Lambda Tulloch Calav 22n (Concolir)

There are no stars when you drop out of between-space. No near ones, at least. The void is empty, and even the usual stellar dust and ice, the chunks of iron and nickle rocketing between stars are thinner here, leaving only vacuum, only the background noise, the distant lights.

And that's when you see it, spinning slow and ominous through the void. A rogue world, almost as black as the space around it, with only flashes of crimson light to betray its presence among the stars. Quick scans reveal little– a thin atmosphere, mostly neon, with hard-baked, highly radioactive graphite plains, diamond sands and lowlands of shining carbon glass. The flashes turn out to be electrical discharges– lightning, mostly in the upper reaches of the sky, a transfer of static between hazy clouds the color of dark blood.
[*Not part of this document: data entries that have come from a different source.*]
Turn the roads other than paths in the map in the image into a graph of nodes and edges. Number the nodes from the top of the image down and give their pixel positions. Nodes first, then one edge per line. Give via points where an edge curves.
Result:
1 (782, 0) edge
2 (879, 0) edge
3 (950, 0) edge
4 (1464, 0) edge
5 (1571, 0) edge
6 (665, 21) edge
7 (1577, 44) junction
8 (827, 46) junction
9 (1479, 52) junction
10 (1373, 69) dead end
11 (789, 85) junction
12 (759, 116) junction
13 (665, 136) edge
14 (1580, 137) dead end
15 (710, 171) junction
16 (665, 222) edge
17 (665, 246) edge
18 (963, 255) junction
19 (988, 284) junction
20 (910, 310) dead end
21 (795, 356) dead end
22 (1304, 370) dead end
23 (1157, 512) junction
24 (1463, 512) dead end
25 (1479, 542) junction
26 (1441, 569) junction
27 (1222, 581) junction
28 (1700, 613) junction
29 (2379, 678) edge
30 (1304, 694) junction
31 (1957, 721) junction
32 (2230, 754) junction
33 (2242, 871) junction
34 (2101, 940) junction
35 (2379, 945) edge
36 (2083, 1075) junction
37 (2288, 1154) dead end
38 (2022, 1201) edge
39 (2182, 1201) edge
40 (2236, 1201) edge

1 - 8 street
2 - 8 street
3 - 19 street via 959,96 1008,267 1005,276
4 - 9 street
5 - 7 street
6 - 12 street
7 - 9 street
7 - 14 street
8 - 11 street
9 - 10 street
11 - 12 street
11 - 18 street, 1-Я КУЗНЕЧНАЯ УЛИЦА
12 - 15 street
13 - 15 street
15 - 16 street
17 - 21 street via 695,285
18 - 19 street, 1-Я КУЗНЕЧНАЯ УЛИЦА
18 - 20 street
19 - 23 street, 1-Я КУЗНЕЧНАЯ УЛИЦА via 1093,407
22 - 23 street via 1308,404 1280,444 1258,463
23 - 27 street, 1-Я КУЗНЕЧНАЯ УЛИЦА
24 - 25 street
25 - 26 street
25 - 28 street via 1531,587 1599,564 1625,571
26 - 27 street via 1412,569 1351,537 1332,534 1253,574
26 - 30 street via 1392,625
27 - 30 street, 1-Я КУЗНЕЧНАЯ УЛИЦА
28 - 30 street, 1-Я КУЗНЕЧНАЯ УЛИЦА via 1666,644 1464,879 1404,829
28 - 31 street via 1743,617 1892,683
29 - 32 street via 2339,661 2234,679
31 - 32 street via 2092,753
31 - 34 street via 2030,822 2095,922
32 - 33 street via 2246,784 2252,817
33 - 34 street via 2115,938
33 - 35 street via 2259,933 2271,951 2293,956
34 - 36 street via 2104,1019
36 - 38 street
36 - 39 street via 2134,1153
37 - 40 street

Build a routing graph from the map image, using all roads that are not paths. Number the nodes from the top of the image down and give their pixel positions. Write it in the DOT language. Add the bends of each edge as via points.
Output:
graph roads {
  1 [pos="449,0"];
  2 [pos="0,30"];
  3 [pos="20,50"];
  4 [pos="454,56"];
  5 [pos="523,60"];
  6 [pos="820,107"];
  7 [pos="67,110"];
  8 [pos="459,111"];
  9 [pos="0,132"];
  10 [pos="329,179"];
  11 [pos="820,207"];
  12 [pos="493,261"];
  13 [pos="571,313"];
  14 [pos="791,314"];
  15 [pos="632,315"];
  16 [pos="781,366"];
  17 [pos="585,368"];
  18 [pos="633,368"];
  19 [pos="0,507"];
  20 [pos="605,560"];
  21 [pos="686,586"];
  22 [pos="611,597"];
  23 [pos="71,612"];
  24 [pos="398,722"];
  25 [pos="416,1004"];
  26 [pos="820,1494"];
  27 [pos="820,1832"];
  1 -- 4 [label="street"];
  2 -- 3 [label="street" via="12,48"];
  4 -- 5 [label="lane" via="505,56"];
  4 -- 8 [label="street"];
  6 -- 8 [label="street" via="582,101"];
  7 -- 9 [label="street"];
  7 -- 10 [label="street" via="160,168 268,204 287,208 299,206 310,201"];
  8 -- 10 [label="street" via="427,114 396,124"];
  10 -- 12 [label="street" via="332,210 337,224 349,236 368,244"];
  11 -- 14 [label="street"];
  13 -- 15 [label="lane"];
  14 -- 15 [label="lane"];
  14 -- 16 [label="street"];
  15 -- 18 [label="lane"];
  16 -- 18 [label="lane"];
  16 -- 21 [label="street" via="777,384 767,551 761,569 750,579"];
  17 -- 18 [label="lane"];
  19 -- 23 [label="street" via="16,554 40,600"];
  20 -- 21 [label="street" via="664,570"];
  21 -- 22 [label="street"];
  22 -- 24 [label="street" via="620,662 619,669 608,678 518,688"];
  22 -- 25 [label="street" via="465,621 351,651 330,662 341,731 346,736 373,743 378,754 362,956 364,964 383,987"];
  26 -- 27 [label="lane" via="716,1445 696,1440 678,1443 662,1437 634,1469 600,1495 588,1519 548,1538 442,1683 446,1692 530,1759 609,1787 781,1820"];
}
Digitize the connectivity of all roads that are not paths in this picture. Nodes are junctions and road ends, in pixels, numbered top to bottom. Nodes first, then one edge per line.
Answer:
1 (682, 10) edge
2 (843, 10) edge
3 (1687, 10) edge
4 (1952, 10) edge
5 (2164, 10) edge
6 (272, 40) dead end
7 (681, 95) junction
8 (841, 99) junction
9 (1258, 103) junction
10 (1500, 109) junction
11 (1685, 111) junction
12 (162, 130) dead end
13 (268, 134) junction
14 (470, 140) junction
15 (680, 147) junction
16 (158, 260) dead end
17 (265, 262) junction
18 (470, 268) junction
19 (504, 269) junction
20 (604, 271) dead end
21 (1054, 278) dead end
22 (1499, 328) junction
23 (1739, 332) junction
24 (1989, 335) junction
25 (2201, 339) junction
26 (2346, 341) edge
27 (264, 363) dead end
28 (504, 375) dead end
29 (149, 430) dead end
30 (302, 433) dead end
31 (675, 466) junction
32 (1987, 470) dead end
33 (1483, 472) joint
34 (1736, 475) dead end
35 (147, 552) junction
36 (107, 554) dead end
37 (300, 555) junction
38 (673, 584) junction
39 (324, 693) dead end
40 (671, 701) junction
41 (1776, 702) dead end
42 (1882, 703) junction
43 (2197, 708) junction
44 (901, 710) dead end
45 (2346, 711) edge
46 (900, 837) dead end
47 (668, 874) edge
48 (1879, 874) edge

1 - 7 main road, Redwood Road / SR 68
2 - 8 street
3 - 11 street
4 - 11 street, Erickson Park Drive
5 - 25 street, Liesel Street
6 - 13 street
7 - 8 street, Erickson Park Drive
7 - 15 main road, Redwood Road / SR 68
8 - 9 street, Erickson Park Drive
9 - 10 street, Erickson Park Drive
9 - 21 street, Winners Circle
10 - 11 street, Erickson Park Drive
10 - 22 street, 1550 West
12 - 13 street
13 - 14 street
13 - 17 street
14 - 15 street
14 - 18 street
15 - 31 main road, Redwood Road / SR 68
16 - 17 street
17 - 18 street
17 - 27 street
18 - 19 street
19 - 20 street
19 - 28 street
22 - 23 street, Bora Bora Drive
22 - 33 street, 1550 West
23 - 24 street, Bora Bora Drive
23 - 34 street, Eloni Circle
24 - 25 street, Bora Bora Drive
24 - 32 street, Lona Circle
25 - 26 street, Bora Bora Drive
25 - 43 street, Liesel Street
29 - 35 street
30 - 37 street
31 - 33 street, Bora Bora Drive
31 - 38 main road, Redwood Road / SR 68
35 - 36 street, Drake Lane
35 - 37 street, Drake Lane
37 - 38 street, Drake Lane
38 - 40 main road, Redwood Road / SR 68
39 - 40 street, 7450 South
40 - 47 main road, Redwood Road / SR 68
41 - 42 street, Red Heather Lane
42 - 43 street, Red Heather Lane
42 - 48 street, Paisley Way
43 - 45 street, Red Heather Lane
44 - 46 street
A few flybys with a mote-probe are all it takes to map the planet, and as you register the mining rights to the world, you upload all the data you've gathered to the network. Briefly, you consider leaving the mote-probe on the surface of the world to assist with tracking its movement through deep space, but the radiation pouring off the planet makes it harder and harder to maintain the connection the deeper the probe goes. In the end, you settle for a simple series of calculations that should suffice, upload those to the network and set your mote-probe on recall mode. When it docks, you regard the little world quietly for a moment, watch the lightning discharges as they crawl across its surface. Your ship's integrated intelligence spins up the phasedrive in the pause, and then you're gone, off to the next world, the next wonder waiting to be seen.